Directions for this task
Which lines below fall between the one containing "ctx.rotate((+turn || 0) * Math.PI / 180);" and the one containing "M220,1015l143,171"? Repeat them exactly, counting both of those lines, and add nothing else.
● ● ● ● ● ● ●
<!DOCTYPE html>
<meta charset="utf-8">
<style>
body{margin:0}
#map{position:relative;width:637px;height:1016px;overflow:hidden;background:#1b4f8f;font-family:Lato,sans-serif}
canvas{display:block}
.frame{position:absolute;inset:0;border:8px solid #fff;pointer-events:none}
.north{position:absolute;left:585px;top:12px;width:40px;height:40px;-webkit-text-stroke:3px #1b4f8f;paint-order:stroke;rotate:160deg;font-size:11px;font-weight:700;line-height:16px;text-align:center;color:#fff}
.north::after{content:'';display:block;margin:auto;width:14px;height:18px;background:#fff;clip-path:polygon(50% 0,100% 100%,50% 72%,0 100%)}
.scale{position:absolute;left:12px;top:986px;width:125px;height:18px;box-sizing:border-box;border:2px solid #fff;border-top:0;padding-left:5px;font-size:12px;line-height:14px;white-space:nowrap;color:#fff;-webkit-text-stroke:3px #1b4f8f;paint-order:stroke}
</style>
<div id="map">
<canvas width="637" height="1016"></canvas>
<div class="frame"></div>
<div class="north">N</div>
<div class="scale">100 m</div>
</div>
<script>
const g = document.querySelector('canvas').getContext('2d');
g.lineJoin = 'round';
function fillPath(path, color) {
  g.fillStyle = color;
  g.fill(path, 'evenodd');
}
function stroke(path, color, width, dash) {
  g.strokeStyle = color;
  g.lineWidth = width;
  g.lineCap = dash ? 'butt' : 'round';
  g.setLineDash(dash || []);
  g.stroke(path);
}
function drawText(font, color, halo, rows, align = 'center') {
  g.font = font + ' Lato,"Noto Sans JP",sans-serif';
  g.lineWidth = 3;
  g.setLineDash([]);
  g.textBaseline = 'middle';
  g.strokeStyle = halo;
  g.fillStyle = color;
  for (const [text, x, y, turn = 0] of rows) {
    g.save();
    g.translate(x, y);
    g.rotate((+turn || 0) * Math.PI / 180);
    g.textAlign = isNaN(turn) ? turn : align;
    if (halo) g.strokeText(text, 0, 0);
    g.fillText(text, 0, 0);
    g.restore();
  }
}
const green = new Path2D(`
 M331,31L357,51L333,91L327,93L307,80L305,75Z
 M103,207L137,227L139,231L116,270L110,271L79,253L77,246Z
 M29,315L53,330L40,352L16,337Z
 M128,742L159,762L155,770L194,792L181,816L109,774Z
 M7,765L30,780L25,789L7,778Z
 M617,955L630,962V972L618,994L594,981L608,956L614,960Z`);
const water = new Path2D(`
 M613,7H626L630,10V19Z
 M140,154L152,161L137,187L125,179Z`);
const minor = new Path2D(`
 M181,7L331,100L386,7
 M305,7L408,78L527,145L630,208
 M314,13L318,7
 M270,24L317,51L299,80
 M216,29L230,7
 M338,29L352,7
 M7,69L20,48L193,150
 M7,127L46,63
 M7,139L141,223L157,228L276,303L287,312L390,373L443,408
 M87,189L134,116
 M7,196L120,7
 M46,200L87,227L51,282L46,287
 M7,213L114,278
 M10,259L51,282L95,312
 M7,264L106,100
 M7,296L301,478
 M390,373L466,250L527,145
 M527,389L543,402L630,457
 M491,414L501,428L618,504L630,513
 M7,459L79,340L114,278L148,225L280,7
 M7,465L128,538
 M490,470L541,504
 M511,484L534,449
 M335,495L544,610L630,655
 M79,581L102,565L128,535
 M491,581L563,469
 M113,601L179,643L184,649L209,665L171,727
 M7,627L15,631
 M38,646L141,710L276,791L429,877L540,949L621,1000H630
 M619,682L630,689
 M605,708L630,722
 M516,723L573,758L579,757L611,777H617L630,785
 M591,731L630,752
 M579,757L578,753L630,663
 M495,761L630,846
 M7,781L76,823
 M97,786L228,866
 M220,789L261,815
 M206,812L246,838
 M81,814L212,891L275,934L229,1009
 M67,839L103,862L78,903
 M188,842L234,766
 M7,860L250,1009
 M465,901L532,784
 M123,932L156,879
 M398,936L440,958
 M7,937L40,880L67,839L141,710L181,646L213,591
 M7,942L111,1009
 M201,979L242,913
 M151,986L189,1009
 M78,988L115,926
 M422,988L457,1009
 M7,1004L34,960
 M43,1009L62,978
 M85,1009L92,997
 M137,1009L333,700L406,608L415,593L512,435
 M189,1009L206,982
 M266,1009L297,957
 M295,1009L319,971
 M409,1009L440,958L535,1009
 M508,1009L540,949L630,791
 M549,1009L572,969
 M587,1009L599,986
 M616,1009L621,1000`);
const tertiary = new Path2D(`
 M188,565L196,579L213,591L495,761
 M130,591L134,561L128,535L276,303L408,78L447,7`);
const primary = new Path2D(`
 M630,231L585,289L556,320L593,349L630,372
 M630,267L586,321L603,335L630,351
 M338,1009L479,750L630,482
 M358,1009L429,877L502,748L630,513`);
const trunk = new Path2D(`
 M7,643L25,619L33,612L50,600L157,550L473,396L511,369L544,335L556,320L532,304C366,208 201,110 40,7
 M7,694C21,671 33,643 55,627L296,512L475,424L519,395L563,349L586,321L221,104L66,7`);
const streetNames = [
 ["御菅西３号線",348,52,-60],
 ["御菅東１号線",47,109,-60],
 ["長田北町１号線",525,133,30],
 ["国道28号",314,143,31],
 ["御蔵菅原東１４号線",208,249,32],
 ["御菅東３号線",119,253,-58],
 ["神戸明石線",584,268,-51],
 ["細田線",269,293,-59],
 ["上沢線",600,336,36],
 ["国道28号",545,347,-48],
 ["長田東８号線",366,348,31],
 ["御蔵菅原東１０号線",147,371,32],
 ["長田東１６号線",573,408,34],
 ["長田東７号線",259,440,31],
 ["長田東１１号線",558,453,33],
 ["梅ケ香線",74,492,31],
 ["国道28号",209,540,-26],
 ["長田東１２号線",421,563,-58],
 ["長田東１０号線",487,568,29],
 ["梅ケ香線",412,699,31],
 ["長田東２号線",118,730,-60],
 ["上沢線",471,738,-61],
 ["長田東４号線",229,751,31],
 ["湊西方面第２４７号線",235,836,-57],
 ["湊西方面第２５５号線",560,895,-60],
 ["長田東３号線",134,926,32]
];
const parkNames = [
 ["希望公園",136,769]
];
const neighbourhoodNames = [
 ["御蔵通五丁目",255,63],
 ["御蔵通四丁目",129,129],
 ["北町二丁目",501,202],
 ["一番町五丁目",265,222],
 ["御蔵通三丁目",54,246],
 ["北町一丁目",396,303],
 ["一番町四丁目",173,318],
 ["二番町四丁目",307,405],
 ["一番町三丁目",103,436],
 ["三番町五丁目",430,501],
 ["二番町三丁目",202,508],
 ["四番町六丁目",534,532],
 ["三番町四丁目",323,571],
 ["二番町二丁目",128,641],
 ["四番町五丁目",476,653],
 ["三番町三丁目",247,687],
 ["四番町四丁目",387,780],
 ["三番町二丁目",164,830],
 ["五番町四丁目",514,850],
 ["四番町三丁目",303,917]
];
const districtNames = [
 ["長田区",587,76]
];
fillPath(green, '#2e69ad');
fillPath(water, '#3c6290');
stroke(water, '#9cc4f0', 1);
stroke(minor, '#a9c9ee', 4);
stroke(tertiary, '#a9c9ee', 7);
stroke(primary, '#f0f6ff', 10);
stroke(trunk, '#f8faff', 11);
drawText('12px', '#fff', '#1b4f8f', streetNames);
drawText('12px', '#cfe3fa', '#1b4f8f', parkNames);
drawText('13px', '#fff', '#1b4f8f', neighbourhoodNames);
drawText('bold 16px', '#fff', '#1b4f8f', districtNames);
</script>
● ● ● ● ● ● ●
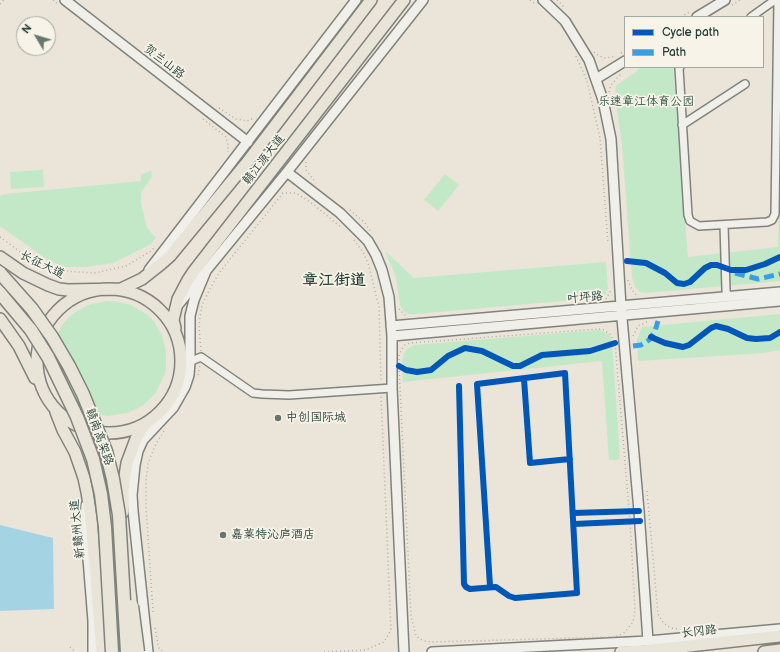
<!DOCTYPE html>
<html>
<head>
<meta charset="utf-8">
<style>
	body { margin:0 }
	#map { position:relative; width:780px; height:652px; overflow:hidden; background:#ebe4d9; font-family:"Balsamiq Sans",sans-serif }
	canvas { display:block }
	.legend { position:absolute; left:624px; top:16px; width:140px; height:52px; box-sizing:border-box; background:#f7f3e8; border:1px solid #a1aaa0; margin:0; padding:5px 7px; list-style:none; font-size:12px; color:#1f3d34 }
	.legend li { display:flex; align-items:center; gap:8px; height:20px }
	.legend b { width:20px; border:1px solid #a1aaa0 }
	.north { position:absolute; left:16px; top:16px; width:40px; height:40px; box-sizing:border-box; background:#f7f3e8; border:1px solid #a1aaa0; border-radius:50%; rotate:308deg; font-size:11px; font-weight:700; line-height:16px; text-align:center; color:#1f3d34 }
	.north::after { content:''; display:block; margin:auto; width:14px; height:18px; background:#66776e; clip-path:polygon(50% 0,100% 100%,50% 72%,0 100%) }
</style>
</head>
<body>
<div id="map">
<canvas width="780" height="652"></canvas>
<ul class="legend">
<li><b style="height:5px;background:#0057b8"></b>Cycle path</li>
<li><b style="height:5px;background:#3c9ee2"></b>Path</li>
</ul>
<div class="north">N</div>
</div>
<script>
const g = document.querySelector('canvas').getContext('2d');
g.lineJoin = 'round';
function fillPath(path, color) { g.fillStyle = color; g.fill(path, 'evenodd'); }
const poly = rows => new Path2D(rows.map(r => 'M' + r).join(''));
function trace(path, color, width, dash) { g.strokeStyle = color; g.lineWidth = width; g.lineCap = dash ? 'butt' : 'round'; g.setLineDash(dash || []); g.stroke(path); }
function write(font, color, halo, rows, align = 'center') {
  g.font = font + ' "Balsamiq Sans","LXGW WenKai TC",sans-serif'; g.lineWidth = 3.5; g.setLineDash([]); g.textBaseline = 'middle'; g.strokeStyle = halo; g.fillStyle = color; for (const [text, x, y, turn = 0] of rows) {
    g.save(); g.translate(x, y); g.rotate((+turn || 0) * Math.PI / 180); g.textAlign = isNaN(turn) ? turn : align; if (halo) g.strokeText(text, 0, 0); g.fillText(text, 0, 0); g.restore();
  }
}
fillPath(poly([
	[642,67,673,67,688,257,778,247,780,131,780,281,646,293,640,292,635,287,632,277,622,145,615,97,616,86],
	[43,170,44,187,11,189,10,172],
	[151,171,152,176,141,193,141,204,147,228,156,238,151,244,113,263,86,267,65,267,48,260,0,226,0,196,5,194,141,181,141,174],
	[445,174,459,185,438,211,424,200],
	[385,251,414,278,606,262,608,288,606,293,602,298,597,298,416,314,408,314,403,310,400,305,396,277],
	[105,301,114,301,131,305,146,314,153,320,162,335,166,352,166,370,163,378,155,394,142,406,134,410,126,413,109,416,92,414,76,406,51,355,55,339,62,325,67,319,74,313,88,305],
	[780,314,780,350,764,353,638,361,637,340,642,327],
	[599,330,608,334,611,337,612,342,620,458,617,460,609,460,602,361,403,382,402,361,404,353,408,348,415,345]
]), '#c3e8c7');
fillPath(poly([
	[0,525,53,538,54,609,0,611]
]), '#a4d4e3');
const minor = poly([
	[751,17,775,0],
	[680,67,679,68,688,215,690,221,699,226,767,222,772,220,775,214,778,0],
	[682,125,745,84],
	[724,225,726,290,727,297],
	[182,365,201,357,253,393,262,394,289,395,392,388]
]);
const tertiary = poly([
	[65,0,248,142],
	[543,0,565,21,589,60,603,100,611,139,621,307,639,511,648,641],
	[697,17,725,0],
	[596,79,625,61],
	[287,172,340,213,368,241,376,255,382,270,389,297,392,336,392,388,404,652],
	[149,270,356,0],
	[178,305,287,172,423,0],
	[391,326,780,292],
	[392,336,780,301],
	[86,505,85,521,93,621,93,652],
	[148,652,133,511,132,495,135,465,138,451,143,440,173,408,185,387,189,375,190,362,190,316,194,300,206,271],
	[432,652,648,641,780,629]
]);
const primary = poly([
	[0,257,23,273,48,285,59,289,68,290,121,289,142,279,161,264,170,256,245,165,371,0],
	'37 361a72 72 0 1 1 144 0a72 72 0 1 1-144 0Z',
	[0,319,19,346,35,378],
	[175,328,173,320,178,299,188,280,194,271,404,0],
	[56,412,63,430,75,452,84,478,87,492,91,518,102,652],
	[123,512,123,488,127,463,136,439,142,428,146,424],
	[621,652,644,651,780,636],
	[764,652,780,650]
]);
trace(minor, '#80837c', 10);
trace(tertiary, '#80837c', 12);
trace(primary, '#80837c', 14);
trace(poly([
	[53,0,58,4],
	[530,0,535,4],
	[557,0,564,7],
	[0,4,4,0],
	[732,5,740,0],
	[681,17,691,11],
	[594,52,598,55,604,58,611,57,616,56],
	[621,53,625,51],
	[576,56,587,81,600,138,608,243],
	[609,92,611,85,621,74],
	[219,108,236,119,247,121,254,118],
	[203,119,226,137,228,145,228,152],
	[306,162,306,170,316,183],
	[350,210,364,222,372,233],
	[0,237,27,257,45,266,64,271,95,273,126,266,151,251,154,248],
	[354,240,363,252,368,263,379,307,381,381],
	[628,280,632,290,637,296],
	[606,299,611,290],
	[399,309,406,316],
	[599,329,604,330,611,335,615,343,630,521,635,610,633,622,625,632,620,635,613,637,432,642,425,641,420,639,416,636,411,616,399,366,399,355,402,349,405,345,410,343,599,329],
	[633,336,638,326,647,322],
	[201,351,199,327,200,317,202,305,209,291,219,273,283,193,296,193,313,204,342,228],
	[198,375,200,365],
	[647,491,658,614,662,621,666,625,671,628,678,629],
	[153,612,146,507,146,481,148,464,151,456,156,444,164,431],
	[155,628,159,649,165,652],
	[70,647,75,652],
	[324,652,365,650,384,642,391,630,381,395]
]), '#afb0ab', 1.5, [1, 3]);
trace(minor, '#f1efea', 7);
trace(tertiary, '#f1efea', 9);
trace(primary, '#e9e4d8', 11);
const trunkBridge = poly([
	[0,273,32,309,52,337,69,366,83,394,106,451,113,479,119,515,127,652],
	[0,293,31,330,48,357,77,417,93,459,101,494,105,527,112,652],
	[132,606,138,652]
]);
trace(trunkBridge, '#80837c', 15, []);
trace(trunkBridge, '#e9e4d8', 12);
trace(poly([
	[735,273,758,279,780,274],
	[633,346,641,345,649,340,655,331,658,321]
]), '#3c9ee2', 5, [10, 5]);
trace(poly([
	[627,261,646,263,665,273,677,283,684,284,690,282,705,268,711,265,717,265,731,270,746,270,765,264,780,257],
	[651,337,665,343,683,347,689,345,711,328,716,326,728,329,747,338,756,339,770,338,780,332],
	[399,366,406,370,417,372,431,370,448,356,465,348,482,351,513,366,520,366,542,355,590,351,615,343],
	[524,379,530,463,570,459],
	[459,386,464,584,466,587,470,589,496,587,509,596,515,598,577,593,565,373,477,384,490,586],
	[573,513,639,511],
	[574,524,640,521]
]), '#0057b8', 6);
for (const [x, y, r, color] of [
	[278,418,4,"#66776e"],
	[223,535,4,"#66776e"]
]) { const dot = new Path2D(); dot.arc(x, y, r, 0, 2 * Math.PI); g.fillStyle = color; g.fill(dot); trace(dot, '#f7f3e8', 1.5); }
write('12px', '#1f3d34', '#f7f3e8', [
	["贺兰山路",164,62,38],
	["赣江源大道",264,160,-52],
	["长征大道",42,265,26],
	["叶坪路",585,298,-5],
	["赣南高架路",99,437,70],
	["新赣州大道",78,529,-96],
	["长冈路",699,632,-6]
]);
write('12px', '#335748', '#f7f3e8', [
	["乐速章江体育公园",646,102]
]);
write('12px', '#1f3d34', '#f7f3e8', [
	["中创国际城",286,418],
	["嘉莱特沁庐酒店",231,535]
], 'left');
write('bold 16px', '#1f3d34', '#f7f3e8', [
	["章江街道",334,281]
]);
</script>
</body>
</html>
● ● ● ● ● ● ●
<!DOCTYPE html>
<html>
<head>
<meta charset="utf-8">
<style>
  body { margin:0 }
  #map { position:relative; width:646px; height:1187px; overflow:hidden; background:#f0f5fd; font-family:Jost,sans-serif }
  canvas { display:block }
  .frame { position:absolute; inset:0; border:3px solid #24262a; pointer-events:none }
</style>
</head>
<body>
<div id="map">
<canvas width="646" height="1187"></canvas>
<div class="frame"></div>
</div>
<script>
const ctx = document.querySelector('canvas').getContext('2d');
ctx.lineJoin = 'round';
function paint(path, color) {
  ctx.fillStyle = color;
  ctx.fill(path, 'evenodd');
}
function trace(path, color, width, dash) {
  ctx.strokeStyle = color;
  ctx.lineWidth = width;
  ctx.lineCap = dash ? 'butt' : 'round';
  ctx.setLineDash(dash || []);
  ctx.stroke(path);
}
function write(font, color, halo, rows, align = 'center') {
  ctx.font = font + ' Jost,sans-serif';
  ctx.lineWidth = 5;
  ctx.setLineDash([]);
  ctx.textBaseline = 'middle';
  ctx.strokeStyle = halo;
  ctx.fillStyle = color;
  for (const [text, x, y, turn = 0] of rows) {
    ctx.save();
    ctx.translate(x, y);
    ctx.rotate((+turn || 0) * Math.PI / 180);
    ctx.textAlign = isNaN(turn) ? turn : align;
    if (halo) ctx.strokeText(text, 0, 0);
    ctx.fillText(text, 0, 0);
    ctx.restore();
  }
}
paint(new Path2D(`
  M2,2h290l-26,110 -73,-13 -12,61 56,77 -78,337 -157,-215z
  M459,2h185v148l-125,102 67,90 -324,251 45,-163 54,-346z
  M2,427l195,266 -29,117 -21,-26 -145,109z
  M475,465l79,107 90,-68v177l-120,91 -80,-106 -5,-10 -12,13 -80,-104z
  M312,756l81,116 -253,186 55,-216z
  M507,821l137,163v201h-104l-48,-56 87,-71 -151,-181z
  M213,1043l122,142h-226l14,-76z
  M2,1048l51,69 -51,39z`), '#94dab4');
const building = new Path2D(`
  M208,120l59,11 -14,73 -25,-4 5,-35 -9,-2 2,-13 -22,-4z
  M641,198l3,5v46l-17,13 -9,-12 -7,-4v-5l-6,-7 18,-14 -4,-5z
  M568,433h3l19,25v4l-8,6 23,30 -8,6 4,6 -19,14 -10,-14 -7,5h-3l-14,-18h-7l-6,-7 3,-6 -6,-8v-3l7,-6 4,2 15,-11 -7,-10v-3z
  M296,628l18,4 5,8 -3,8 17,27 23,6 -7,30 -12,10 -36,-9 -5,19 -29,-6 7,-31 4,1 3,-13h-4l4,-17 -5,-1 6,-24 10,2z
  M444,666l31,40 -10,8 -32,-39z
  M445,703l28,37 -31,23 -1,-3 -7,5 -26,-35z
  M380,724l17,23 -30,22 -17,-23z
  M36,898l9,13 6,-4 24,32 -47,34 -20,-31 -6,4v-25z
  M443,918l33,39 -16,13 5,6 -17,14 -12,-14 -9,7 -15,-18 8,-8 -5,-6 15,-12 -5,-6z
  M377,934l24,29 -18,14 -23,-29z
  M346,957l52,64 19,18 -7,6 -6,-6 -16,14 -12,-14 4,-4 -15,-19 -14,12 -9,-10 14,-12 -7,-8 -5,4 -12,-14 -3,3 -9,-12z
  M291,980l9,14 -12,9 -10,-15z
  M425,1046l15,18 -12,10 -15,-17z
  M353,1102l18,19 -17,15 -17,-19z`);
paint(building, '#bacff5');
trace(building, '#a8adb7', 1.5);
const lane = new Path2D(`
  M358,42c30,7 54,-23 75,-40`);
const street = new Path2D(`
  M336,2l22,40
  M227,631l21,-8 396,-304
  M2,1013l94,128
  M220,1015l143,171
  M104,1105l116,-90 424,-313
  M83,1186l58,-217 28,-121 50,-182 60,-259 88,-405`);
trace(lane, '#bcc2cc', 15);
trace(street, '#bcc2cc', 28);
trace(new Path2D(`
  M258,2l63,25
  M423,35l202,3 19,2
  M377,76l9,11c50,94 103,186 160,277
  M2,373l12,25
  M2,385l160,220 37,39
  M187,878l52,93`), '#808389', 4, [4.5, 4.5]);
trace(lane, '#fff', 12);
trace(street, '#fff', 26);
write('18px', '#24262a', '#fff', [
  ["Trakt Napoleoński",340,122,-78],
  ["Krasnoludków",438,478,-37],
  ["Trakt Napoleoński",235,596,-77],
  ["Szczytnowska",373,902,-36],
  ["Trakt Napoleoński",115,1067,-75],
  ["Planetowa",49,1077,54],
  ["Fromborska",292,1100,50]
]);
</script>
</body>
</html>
● ● ● ● ● ● ●
Result below
    ctx.rotate((+turn || 0) * Math.PI / 180);
    ctx.textAlign = isNaN(turn) ? turn : align;
    if (halo) ctx.strokeText(text, 0, 0);
    ctx.fillText(text, 0, 0);
    ctx.restore();
  }
}
paint(new Path2D(`
  M2,2h290l-26,110 -73,-13 -12,61 56,77 -78,337 -157,-215z
  M459,2h185v148l-125,102 67,90 -324,251 45,-163 54,-346z
  M2,427l195,266 -29,117 -21,-26 -145,109z
  M475,465l79,107 90,-68v177l-120,91 -80,-106 -5,-10 -12,13 -80,-104z
  M312,756l81,116 -253,186 55,-216z
  M507,821l137,163v201h-104l-48,-56 87,-71 -151,-181z
  M213,1043l122,142h-226l14,-76z
  M2,1048l51,69 -51,39z`), '#94dab4');
const building = new Path2D(`
  M208,120l59,11 -14,73 -25,-4 5,-35 -9,-2 2,-13 -22,-4z
  M641,198l3,5v46l-17,13 -9,-12 -7,-4v-5l-6,-7 18,-14 -4,-5z
  M568,433h3l19,25v4l-8,6 23,30 -8,6 4,6 -19,14 -10,-14 -7,5h-3l-14,-18h-7l-6,-7 3,-6 -6,-8v-3l7,-6 4,2 15,-11 -7,-10v-3z
  M296,628l18,4 5,8 -3,8 17,27 23,6 -7,30 -12,10 -36,-9 -5,19 -29,-6 7,-31 4,1 3,-13h-4l4,-17 -5,-1 6,-24 10,2z
  M444,666l31,40 -10,8 -32,-39z
  M445,703l28,37 -31,23 -1,-3 -7,5 -26,-35z
  M380,724l17,23 -30,22 -17,-23z
  M36,898l9,13 6,-4 24,32 -47,34 -20,-31 -6,4v-25z
  M443,918l33,39 -16,13 5,6 -17,14 -12,-14 -9,7 -15,-18 8,-8 -5,-6 15,-12 -5,-6z
  M377,934l24,29 -18,14 -23,-29z
  M346,957l52,64 19,18 -7,6 -6,-6 -16,14 -12,-14 4,-4 -15,-19 -14,12 -9,-10 14,-12 -7,-8 -5,4 -12,-14 -3,3 -9,-12z
  M291,980l9,14 -12,9 -10,-15z
  M425,1046l15,18 -12,10 -15,-17z
  M353,1102l18,19 -17,15 -17,-19z`);
paint(building, '#bacff5');
trace(building, '#a8adb7', 1.5);
const lane = new Path2D(`
  M358,42c30,7 54,-23 75,-40`);
const street = new Path2D(`
  M336,2l22,40
  M227,631l21,-8 396,-304
  M2,1013l94,128
  M220,1015l143,171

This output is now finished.